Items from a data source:
+===+

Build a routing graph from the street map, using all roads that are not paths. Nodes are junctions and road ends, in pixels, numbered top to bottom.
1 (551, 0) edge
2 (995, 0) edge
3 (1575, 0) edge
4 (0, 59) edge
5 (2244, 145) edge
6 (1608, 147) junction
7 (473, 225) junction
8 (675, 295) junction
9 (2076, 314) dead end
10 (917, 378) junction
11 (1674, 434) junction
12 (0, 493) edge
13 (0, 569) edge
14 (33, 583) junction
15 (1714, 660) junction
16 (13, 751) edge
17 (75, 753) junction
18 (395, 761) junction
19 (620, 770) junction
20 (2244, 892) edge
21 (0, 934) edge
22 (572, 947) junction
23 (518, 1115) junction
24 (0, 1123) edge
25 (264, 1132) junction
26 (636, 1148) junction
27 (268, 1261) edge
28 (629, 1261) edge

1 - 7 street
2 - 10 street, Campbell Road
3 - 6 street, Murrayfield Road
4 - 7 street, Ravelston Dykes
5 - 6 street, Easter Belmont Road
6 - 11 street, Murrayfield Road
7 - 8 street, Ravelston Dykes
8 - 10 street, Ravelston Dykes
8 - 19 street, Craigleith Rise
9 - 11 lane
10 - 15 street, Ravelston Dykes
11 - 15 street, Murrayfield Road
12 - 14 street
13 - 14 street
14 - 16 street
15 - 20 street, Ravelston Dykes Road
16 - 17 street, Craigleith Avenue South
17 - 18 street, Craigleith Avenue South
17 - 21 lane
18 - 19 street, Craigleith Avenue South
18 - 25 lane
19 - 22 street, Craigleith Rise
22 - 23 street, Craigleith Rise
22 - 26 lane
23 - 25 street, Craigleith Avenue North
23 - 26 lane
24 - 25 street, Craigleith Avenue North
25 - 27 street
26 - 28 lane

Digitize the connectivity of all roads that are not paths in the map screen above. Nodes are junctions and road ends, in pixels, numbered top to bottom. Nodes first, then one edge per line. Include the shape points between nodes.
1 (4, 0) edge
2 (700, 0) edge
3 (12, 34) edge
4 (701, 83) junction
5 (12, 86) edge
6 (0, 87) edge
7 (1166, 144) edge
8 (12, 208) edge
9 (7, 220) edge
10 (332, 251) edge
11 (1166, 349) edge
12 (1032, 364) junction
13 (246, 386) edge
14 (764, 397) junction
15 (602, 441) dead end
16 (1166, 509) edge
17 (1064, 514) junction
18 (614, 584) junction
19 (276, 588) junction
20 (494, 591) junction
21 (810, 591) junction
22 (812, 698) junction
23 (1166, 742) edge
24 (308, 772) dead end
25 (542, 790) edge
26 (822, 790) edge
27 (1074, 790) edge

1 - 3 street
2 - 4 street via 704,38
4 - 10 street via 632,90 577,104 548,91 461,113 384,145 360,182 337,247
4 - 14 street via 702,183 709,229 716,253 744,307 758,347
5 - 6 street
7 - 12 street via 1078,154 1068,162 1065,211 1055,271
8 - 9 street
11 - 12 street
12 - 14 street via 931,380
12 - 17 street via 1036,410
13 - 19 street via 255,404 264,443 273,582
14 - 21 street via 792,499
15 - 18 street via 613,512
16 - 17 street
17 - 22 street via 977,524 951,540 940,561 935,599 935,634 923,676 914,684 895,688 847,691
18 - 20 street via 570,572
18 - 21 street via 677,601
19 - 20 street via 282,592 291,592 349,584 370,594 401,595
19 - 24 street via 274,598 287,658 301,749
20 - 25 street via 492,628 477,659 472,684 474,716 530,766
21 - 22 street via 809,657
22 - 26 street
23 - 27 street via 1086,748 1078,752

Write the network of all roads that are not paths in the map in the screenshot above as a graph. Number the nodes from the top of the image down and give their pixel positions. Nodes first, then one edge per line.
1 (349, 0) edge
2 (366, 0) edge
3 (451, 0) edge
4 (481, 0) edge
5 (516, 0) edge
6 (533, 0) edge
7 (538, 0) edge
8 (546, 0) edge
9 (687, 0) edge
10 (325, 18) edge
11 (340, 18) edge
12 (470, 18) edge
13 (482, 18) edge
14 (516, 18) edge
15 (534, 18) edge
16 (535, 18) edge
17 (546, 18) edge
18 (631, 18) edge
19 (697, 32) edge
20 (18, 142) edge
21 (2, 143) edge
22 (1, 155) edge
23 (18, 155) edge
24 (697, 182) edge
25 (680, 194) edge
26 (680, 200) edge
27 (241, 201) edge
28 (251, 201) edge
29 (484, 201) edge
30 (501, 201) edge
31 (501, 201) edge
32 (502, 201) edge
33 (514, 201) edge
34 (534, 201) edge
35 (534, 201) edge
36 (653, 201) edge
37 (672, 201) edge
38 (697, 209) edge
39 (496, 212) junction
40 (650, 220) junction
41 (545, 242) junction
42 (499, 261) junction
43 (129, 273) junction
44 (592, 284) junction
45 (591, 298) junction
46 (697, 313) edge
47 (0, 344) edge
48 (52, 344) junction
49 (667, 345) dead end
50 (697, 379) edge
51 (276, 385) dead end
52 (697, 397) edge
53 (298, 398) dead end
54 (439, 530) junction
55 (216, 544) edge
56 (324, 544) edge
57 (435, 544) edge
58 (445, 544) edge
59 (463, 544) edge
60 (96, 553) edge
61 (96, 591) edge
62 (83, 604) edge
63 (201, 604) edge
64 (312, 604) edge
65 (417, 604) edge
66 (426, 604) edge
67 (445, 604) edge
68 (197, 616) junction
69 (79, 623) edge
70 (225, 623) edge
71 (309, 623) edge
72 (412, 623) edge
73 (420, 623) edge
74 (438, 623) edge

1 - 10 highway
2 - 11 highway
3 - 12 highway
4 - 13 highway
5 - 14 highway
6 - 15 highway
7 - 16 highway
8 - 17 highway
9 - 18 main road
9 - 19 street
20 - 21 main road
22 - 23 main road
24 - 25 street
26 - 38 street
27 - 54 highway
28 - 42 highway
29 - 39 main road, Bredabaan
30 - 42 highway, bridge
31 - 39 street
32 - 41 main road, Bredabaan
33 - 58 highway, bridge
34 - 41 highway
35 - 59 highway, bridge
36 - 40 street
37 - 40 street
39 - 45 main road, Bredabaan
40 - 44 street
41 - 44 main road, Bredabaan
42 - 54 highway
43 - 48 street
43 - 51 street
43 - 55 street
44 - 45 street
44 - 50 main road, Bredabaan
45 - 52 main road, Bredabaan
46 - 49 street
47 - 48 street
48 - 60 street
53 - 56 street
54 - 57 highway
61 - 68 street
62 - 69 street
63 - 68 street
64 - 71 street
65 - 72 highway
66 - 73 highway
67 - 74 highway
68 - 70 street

+===+

### Exercise aim:
Work out how many lines above have the string "main" in them, and give only the number.

### Response area:
9